The console: tensor([[0.1728, 0.3632, 0.0381], [0.3811, 0.2539, 0.6598], [0.1317, 0.9184, 0.4265], [0.0814, 0.6951, 0.2648], [0.7667, 0.4997, 0.8019]]) False

False - it isn't picking it up but it is getting a random tensor(how is that possible?).
I thought maybe I needed something older for the 1050. I went to: https://discuss.pytorch.org/t/help-installing-pytorch-with-gtx-1050-ti/168328 and executed: pip install torch==1.7.0+cu92 torchvision==0.8.0+cu92 torchaudio==0.7.0 -f https://download.pytorch.org/whl/torch_stable.html Then added: 'import torch' to my code. But there is no explicit call to torch in the code so unless bark calls torch... I don't know.

Any other ideas would be appreciated. As you can tell I'm a newbie but very motivated and excited about Bark.

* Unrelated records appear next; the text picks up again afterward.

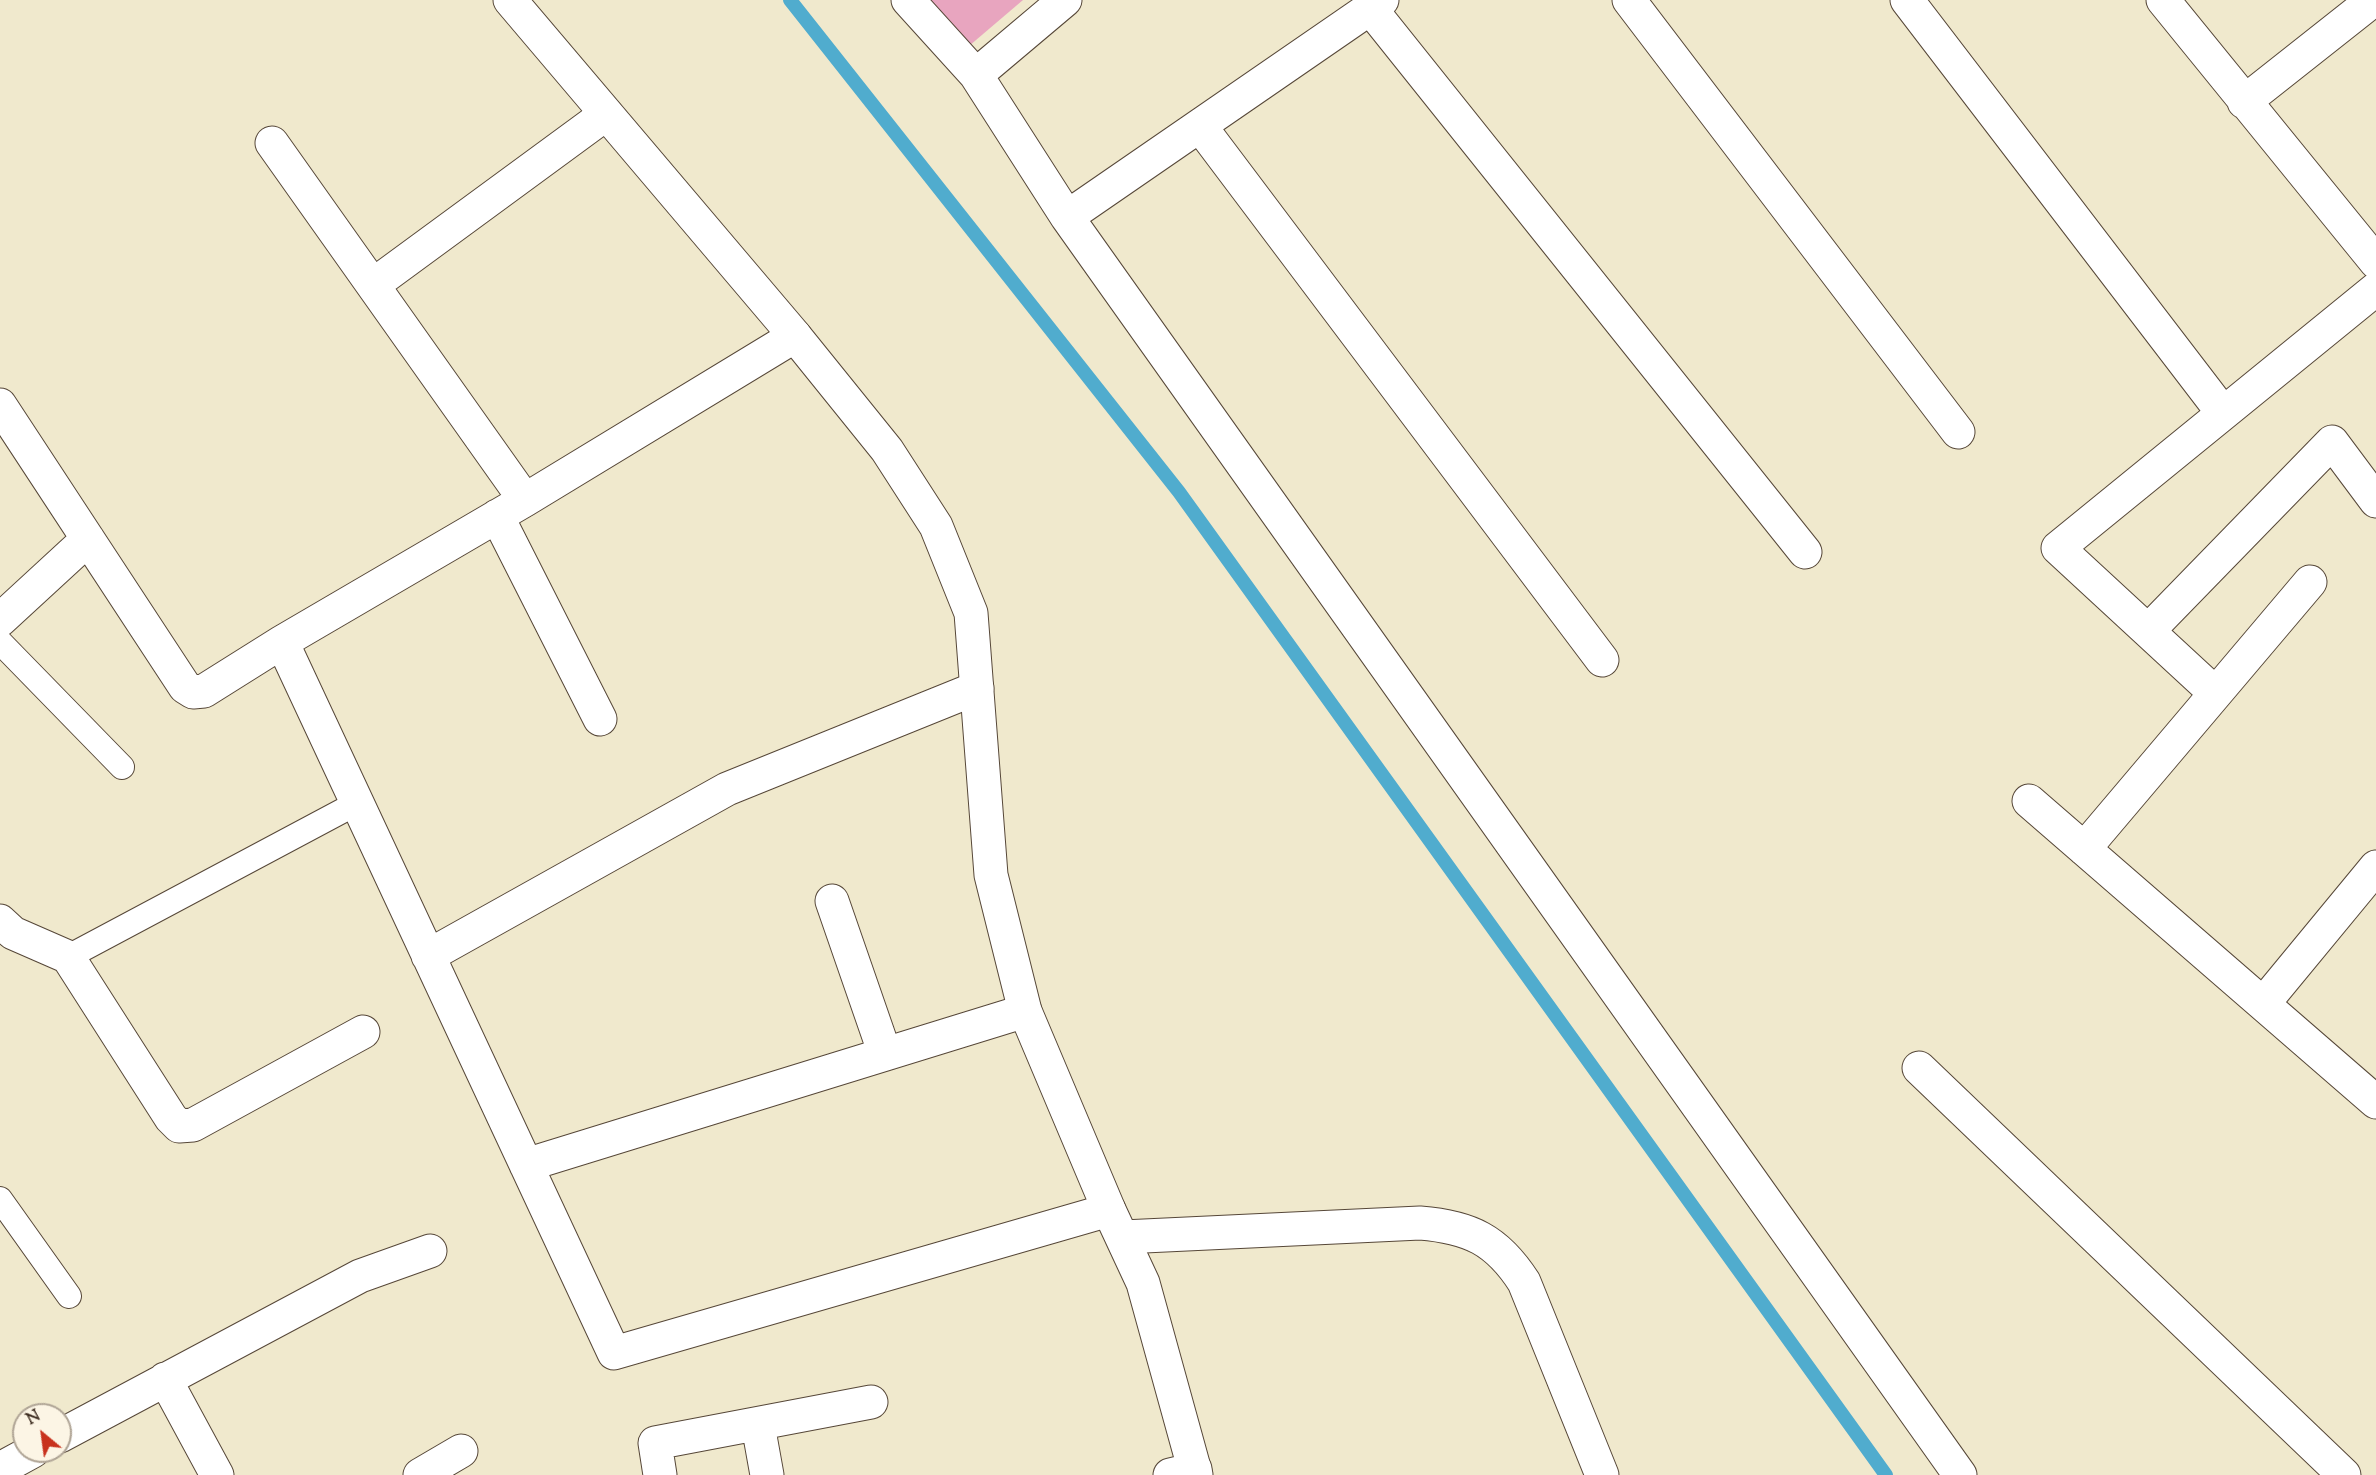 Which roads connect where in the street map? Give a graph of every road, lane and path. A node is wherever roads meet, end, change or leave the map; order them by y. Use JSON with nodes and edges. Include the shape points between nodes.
{"nodes":[{"id":1,"x":510,"y":0,"type":"edge"},
{"id":2,"x":908,"y":0,"type":"edge"},
{"id":3,"x":1065,"y":0,"type":"edge"},
{"id":4,"x":1629,"y":0,"type":"edge"},
{"id":5,"x":1906,"y":0,"type":"edge"},
{"id":6,"x":2163,"y":0,"type":"edge"},
{"id":7,"x":2373,"y":0,"type":"edge"},
{"id":8,"x":1376,"y":4,"type":"edge"},
{"id":9,"x":976,"y":75,"type":"junction"},
{"id":10,"x":2244,"y":102,"type":"junction"},
{"id":11,"x":606,"y":114,"type":"junction"},
{"id":12,"x":1200,"y":126,"type":"junction"},
{"id":13,"x":272,"y":143,"type":"dead end"},
{"id":14,"x":1067,"y":217,"type":"junction"},
{"id":15,"x":2376,"y":262,"type":"edge"},
{"id":16,"x":373,"y":285,"type":"junction"},
{"id":17,"x":2376,"y":289,"type":"edge"},
{"id":18,"x":795,"y":336,"type":"junction"},
{"id":19,"x":0,"y":405,"type":"edge"},
{"id":20,"x":2223,"y":413,"type":"junction"},
{"id":21,"x":1958,"y":432,"type":"dead end"},
{"id":22,"x":525,"y":500,"type":"junction"},
{"id":23,"x":2376,"y":501,"type":"edge"},
{"id":24,"x":497,"y":516,"type":"junction"},
{"id":25,"x":88,"y":538,"type":"junction"},
{"id":26,"x":1805,"y":552,"type":"dead end"},
{"id":27,"x":2310,"y":582,"type":"dead end"},
{"id":28,"x":0,"y":620,"type":"edge"},
{"id":29,"x":2148,"y":631,"type":"junction"},
{"id":30,"x":0,"y":642,"type":"edge"},
{"id":31,"x":282,"y":642,"type":"junction"},
{"id":32,"x":1602,"y":660,"type":"dead end"},
{"id":33,"x":977,"y":688,"type":"junction"},
{"id":34,"x":2216,"y":693,"type":"junction"},
{"id":35,"x":600,"y":719,"type":"dead end"},
{"id":36,"x":122,"y":767,"type":"dead end"},
{"id":37,"x":2029,"y":801,"type":"dead end"},
{"id":38,"x":357,"y":803,"type":"junction"},
{"id":39,"x":2084,"y":849,"type":"junction"},
{"id":40,"x":2376,"y":867,"type":"edge"},
{"id":41,"x":832,"y":901,"type":"dead end"},
{"id":42,"x":4,"y":929,"type":"edge"},
{"id":43,"x":428,"y":956,"type":"junction"},
{"id":44,"x":68,"y":957,"type":"junction"},
{"id":45,"x":2263,"y":1004,"type":"junction"},
{"id":46,"x":1025,"y":1011,"type":"junction"},
{"id":47,"x":363,"y":1032,"type":"dead end"},
{"id":48,"x":885,"y":1054,"type":"junction"},
{"id":49,"x":1919,"y":1068,"type":"dead end"},
{"id":50,"x":2376,"y":1102,"type":"edge"},
{"id":51,"x":526,"y":1165,"type":"junction"},
{"id":52,"x":0,"y":1199,"type":"edge"},
{"id":53,"x":1116,"y":1223,"type":"junction"},
{"id":54,"x":430,"y":1251,"type":"dead end"},
{"id":55,"x":69,"y":1296,"type":"dead end"},
{"id":56,"x":165,"y":1379,"type":"junction"},
{"id":57,"x":871,"y":1402,"type":"dead end"},
{"id":58,"x":758,"y":1425,"type":"junction"},
{"id":59,"x":72,"y":1429,"type":"edge"},
{"id":60,"x":461,"y":1451,"type":"dead end"},
{"id":61,"x":1187,"y":1473,"type":"edge"},
{"id":62,"x":217,"y":1475,"type":"edge"},
{"id":63,"x":420,"y":1475,"type":"edge"},
{"id":64,"x":660,"y":1475,"type":"edge"},
{"id":65,"x":767,"y":1475,"type":"edge"},
{"id":66,"x":1602,"y":1475,"type":"edge"},
{"id":67,"x":1960,"y":1475,"type":"edge"},
{"id":68,"x":2344,"y":1475,"type":"edge"}],
"edges":[{"from":1,"to":11,"type":"street"},
{"from":2,"to":9,"type":"street"},
{"from":3,"to":9,"type":"street"},
{"from":4,"to":21,"type":"street"},
{"from":5,"to":20,"type":"street"},
{"from":6,"to":10,"type":"street"},
{"from":7,"to":10,"type":"street"},
{"from":8,"to":12,"type":"street"},
{"from":8,"to":26,"type":"street"},
{"from":9,"to":14,"type":"street"},
{"from":10,"to":15,"type":"street"},
{"from":11,"to":16,"type":"street"},
{"from":11,"to":18,"type":"street"},
{"from":12,"to":14,"type":"street"},
{"from":12,"to":32,"type":"street"},
{"from":13,"to":16,"type":"street"},
{"from":14,"to":67,"type":"street"},
{"from":16,"to":22,"type":"street"},
{"from":17,"to":20,"type":"street"},
{"from":18,"to":22,"type":"street"},
{"from":18,"to":33,"type":"street","via":[[887,450],[936,525],[971,613]]},
{"from":19,"to":25,"type":"street"},
{"from":20,"to":29,"type":"street","via":[[2058,548]]},
{"from":22,"to":24,"type":"street"},
{"from":23,"to":29,"type":"street","via":[[2332,442]]},
{"from":24,"to":31,"type":"street"},
{"from":24,"to":35,"type":"street"},
{"from":25,"to":28,"type":"street"},
{"from":25,"to":31,"type":"street","via":[[185,687],[193,692],[204,690]]},
{"from":27,"to":34,"type":"street"},
{"from":29,"to":34,"type":"street"},
{"from":30,"to":36,"type":"lane"},
{"from":31,"to":38,"type":"street"},
{"from":33,"to":43,"type":"street","via":[[727,789]]},
{"from":33,"to":46,"type":"street","via":[[991,875]]},
{"from":34,"to":39,"type":"street"},
{"from":37,"to":39,"type":"street"},
{"from":38,"to":43,"type":"street"},
{"from":38,"to":44,"type":"lane"},
{"from":39,"to":45,"type":"street"},
{"from":40,"to":45,"type":"street"},
{"from":41,"to":48,"type":"street"},
{"from":42,"to":44,"type":"street"},
{"from":43,"to":51,"type":"street"},
{"from":44,"to":47,"type":"street","via":[[171,1118],[180,1126],[193,1125]]},
{"from":45,"to":50,"type":"street"},
{"from":46,"to":48,"type":"street"},
{"from":46,"to":53,"type":"street"},
{"from":48,"to":51,"type":"street"},
{"from":49,"to":68,"type":"street"},
{"from":51,"to":53,"type":"street","via":[[614,1353]]},
{"from":52,"to":55,"type":"lane"},
{"from":53,"to":61,"type":"street","via":[[1143,1283]]},
{"from":53,"to":66,"type":"street","via":[[1420,1223],[1450,1226],[1481,1237],[1512,1264],[1524,1282]]},
{"from":54,"to":56,"type":"street","via":[[360,1276]]},
{"from":56,"to":59,"type":"street"},
{"from":56,"to":62,"type":"street"},
{"from":57,"to":58,"type":"street"},
{"from":58,"to":64,"type":"street","via":[[655,1443]]},
{"from":58,"to":65,"type":"street"},
{"from":60,"to":63,"type":"street"}]}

arturh85 commented 1 year ago

@Tanzengeist Did you also install the Cuda 11.7 runtime from https://developer.nvidia.com/cuda-11-7-0-download-archive The random tensor is part of your test code x = torch.rand(5, 3) print(x)

Tanzengeist commented 1 year ago

Thanks. So it's just using the CPU to generate the vectors.

I installed cuda-11.7 runtime. Prior to this I was using the Dell provided latest Nvidia driver. Apparently 11.7 is older because I got a warning.

After installing cuda 11.7, running the program that checks torch.cuda.isavailable() still produces false. Anything you can imagine I might have done prior to this that could be blocking the GPU connection?

Do you know if this 1050 ti is supported by cuda 11.8?

felipelalli commented 1 year ago

We need the API urgent! LOL

ksylvan commented 1 year ago

working on putting something more comprehensive together. anything in particular i can help with in the meantime?

@gkucsko A more comprehensive list of the sound effects like [sigh] and [laughter] for one thing, would be great. Seems to be a common question.

felipelalli commented 1 year ago

@gkucsko is it possible to simulate simultaneous conversation or interruption? Like in an interview when someone interrupts another person? Or try to speak at the same time?

gkucsko commented 1 year ago

definitely one of our pie in the sky goals at Suno :) there is nothing fundamental preventing it

gkucsko commented 1 year ago

working on putting something more comprehensive together. anything in particular i can help with in the meantime?

@gkucsko A more comprehensive list of the sound effects like [sigh] and [laughter] for one thing, would be great. Seems to be a common question.

probably best to have this in discord since there is no exhaustive list. technically anything could work since there is a smooth embedding

gkucsko commented 1 year ago

closing for inactivity, feel free to reopen if needed

ksylvan commented 1 year ago

closing for inactivity, feel free to reopen if needed

Not re-opening this, but I am wondering if there's any better documentation since this issue was opened.

gkucsko commented 1 year ago

haha, yeah there is now a tutorials folder with a bunch of notebooks that should give a much better insight into how to use bark. there is also now a discord channel where the community has helped each out greatly!